EXERCISE:
Write only the number of lines in the entries below that contain the word "labels".

EXTRACTED INFORMATION:
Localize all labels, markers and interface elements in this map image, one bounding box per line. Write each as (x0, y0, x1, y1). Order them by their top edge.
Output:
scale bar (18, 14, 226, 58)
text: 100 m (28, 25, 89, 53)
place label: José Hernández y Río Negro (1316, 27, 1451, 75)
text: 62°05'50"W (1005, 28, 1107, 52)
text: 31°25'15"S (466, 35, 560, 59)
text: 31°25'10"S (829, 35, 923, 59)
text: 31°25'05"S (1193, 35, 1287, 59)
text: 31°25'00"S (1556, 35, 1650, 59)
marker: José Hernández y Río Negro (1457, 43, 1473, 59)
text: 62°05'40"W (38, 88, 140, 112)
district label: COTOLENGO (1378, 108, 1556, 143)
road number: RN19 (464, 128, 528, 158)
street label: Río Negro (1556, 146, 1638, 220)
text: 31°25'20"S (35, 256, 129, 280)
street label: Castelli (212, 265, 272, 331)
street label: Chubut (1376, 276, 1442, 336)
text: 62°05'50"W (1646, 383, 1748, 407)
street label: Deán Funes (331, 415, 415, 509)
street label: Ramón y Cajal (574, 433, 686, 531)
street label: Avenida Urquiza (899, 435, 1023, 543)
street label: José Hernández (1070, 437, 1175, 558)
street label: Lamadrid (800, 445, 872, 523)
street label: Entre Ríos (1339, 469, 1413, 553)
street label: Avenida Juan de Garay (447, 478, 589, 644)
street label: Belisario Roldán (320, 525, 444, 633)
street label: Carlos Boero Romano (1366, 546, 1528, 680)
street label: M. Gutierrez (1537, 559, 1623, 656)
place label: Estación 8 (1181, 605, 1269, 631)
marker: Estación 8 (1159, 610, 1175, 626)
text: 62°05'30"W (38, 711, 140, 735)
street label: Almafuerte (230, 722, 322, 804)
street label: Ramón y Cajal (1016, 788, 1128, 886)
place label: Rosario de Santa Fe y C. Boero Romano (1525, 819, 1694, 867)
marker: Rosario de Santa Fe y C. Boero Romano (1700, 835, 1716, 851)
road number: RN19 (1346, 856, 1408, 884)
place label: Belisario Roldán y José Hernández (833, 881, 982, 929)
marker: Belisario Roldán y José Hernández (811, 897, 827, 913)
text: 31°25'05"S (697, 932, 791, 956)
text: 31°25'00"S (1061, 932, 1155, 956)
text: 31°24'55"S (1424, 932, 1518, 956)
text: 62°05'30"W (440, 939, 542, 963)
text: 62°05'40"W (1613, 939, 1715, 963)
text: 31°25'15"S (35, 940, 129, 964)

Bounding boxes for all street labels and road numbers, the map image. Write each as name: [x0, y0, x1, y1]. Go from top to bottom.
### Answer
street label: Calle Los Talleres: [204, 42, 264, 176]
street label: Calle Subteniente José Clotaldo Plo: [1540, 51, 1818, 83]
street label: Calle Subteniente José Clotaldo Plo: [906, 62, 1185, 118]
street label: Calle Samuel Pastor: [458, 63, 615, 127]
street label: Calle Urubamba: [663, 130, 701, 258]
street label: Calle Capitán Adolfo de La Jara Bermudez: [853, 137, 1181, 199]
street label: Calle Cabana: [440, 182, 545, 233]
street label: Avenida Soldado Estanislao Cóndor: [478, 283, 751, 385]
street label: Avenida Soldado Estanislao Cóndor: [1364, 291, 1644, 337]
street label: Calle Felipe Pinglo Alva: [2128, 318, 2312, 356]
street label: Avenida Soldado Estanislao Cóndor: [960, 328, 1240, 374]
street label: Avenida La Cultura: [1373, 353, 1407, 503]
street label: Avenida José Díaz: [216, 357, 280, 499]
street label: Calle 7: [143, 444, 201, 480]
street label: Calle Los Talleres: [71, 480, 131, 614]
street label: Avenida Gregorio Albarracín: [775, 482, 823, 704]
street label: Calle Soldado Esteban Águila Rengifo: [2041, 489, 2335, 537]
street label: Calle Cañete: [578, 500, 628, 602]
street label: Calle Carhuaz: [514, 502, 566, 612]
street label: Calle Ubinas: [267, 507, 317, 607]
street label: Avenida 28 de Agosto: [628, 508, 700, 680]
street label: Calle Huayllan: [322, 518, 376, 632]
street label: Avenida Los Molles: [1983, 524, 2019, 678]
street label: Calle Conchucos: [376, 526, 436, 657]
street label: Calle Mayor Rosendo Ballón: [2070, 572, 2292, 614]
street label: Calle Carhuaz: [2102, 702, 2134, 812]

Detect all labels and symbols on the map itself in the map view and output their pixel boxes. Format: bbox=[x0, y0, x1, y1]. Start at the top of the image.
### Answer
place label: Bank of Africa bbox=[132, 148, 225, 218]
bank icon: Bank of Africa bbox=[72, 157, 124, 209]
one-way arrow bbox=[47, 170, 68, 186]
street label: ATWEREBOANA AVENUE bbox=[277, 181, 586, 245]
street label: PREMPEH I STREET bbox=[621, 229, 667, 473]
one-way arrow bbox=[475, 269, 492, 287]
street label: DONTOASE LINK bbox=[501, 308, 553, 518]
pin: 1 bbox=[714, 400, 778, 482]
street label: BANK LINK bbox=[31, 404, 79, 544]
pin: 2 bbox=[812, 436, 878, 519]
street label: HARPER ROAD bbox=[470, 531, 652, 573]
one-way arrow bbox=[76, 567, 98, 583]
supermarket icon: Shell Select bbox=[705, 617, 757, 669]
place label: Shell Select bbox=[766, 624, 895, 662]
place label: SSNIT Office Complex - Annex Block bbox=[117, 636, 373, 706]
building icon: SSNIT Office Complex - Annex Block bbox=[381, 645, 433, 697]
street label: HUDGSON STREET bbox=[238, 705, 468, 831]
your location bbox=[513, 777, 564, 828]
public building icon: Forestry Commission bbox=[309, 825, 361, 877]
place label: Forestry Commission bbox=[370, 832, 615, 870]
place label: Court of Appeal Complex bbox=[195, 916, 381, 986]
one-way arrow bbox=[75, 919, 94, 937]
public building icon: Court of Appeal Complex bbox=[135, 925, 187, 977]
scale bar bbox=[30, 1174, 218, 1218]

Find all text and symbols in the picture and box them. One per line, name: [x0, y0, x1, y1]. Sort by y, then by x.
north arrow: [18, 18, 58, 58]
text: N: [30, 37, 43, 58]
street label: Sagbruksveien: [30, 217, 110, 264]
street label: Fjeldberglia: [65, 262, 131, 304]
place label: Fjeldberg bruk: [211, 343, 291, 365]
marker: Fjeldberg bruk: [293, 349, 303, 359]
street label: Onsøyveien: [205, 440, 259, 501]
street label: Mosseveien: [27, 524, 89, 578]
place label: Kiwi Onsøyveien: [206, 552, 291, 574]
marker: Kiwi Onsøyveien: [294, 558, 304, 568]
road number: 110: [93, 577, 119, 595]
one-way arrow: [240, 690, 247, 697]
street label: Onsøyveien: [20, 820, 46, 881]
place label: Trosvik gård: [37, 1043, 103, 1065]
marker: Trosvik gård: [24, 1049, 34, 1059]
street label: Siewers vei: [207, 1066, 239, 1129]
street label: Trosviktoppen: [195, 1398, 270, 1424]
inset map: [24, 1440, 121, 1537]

RESPONSE TO THIS TASK:
3